It is hard to look away from the painfully slowed-down frames of blistered silver film in Douglas Gordon’s 10 ms−1. A silent, looped video projection on a large tilted screen depicts a man, who falls to the ground in an almost balletic dive, and then appears unable to get up. His awkward attempts to stand are frustrating and pathetic. The environment is hard and stark – one can make out what looks to be a hard bed to the right-hand side. He is wearing only underwear, adding to his vulnerability; his pale, quite useless limbs appear to thwart him as he tries different ways of getting to his feet. This work follows 24 Hour Psycho (1993)[1], which also employs slow-motion process, and is perhaps Gordon’s best-known work. However, whilst the material appropriated for that work, Alfred Hitchcock’s Psycho (1960), is almost archetypal, part of the reason 10 ms−1 is so effective is because the source footage is unknown.
The large scale of the projection renders the figure life-sized to us. The tilting of the screen upsets our own balance somewhat, so we approach the figure in the footage as an equal, identifying with his sorry plight. The man is clearly in distress, inviting our pity and sympathy. Repeated attempts and failures, however, begin to wear on us, and discomfort provokes us to consider what we are watching. Caught in an endless cycle of build-up and failure, we separate ourselves from him. We begin to wonder what is wrong. He looks healthy enough. We might discover that the found footage dates to the First World War, adding a new layer of pathos and historical weight to our reading of what we see. Is the problem, then, psychological? Madness induced by the horrors of war, or shell-shock? Why is there a camera watching this man in the first place, and why will no-one assist him? It may occur to us that the event is staged – a medical document or training video.
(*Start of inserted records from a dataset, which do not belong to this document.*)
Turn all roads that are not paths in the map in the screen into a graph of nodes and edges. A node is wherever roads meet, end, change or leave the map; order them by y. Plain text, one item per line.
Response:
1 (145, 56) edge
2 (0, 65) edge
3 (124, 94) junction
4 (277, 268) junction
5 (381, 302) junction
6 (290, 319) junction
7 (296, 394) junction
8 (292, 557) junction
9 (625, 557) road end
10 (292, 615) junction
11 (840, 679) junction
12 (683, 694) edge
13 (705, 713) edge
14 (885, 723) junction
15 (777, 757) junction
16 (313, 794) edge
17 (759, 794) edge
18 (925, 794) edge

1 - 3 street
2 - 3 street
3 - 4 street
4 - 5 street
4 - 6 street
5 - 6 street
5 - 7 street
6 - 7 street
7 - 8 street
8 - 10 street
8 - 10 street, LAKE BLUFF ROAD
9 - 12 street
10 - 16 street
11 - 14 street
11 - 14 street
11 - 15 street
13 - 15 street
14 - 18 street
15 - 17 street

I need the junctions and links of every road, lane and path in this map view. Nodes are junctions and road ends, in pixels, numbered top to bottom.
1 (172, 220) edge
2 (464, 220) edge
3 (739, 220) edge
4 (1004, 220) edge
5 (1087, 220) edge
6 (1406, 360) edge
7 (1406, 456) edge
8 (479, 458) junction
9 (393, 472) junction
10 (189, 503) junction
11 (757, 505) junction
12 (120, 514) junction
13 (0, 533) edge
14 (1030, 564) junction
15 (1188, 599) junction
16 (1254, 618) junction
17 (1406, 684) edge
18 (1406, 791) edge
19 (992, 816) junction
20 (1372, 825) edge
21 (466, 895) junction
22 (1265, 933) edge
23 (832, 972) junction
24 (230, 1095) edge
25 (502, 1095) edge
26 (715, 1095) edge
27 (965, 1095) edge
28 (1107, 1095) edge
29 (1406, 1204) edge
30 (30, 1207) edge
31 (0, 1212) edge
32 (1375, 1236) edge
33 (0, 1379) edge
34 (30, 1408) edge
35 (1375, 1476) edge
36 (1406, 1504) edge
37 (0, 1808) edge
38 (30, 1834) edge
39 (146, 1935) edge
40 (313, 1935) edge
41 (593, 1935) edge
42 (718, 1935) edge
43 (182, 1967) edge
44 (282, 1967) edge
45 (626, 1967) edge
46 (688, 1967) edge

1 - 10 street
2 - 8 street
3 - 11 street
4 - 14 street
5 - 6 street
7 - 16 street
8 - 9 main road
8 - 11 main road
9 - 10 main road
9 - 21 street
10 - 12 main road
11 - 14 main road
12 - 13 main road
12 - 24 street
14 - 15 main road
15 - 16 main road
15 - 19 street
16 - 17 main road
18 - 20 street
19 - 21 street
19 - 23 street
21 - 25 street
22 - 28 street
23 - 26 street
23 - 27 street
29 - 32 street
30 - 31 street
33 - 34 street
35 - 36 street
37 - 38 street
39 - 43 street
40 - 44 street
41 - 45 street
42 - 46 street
Indeed, the objective, fascinated gaze that this film encourages of us might be termed ‘medical’. As Gordon has commented in an interview, ‘Fear and repulsion and fascination are critical elements in both the world of this science [neuropsychology] and the world of cinema.’[2] Two other specifically analogous works, made by Gordon shortly after, broached similar themes. Hysterical (1994–95)[3] features another very questionable piece of footage, in which a young woman is provoked into a fit and then restored, for the benefit of the camera. In another, Fuzzy Logic (1995)[4], we witness the last twitching movements of a dying fly. What impels us to watch these images, feeling horrified yet strangely cold and clinical, is the question at the core of these works. In every one, the subject of the film is a prisoner to the camera, just as we the viewer, are prisoner to the film, locked in a cold embrace. Interestingly, the more we might emotionally disconnect from what is happening on screen, the more we are drawn to examine the texture of the antique footage, and to consider film in and of itself. As Raymond Bellour has succinctly commented, ‘Gordon lends the cinema a voice that could say: I am dead but I am still alive enough to tell you this.’[5] What this particular piece of footage might remind us is that there is a quality deeply inherent in the fabric of film, that contains the following uncomfortable message, and wills us to obey: ‘Look. Look. Look.’
(C) Laura McLean-Ferris 2009
1 Private collection and Kunstmuseum Wolfsburg. Edition of 2.
2 ‘Attraction–répulsion’, Gordon interviewed by Stéphanie Moisdon-Trembley (1996), in Douglas Gordon, Déjà-vu: Questions and Answers, Volume 1, 1992–1996 (Paris: Musée d’Art Moderne de la Ville de Paris, 2000), 110.
3 Southampton City Art Gallery and Musée Départemental d’Art Contemporain de Rochechouart. Edition of 2.
4 Edition of 3.
5 Raymond Bellour, ‘The Instant of Seeing’, in Douglas Gordon, exh. cat. (Lisbon: Centro Cultural de Belém, 1999), 27.